- _WHAT THIS TASK INVOLVES_: Please state how many lines of the data contain "Stapelplein". The number by itself is enough.
* * * * * * * * *
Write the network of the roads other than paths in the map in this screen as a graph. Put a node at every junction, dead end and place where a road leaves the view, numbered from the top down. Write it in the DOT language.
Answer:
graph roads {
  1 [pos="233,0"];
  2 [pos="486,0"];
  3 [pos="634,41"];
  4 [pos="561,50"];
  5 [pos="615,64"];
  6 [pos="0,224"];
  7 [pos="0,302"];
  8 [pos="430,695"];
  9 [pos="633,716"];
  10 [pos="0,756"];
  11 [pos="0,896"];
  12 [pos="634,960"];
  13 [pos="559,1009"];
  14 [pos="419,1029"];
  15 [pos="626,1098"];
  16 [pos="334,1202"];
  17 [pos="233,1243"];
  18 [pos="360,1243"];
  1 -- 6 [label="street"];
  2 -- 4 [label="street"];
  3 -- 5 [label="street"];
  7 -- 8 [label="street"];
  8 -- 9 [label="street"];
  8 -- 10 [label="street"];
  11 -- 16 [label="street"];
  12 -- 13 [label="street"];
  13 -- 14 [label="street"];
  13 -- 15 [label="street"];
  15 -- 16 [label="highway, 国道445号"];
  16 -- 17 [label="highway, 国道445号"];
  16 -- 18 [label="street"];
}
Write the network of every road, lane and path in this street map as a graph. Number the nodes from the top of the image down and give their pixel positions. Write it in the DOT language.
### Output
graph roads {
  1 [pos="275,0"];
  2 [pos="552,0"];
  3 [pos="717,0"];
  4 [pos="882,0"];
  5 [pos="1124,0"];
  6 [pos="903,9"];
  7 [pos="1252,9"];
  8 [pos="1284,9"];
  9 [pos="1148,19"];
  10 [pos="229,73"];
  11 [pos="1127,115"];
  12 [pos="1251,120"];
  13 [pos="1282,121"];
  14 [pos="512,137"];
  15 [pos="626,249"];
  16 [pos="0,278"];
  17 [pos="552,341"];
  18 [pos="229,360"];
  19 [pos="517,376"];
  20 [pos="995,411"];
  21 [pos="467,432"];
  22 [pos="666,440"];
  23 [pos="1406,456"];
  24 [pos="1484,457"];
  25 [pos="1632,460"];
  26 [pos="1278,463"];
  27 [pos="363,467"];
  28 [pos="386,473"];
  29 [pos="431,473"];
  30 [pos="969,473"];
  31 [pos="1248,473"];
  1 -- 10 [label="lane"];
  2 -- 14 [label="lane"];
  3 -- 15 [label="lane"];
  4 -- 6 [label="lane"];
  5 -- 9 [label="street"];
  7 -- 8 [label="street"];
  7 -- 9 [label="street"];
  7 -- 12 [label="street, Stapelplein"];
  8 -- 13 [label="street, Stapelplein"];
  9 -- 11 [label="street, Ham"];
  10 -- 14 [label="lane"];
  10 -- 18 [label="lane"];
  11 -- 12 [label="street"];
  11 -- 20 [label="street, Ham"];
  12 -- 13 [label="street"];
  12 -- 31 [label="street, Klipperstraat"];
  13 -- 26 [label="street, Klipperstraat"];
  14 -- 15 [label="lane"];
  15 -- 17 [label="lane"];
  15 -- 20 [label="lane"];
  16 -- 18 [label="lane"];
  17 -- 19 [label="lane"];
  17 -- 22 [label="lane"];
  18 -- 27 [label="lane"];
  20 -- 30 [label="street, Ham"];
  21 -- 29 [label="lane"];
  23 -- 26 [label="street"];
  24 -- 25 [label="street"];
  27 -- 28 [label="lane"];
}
* * * * * * * * *
- _EXERCISE RESULT_: 2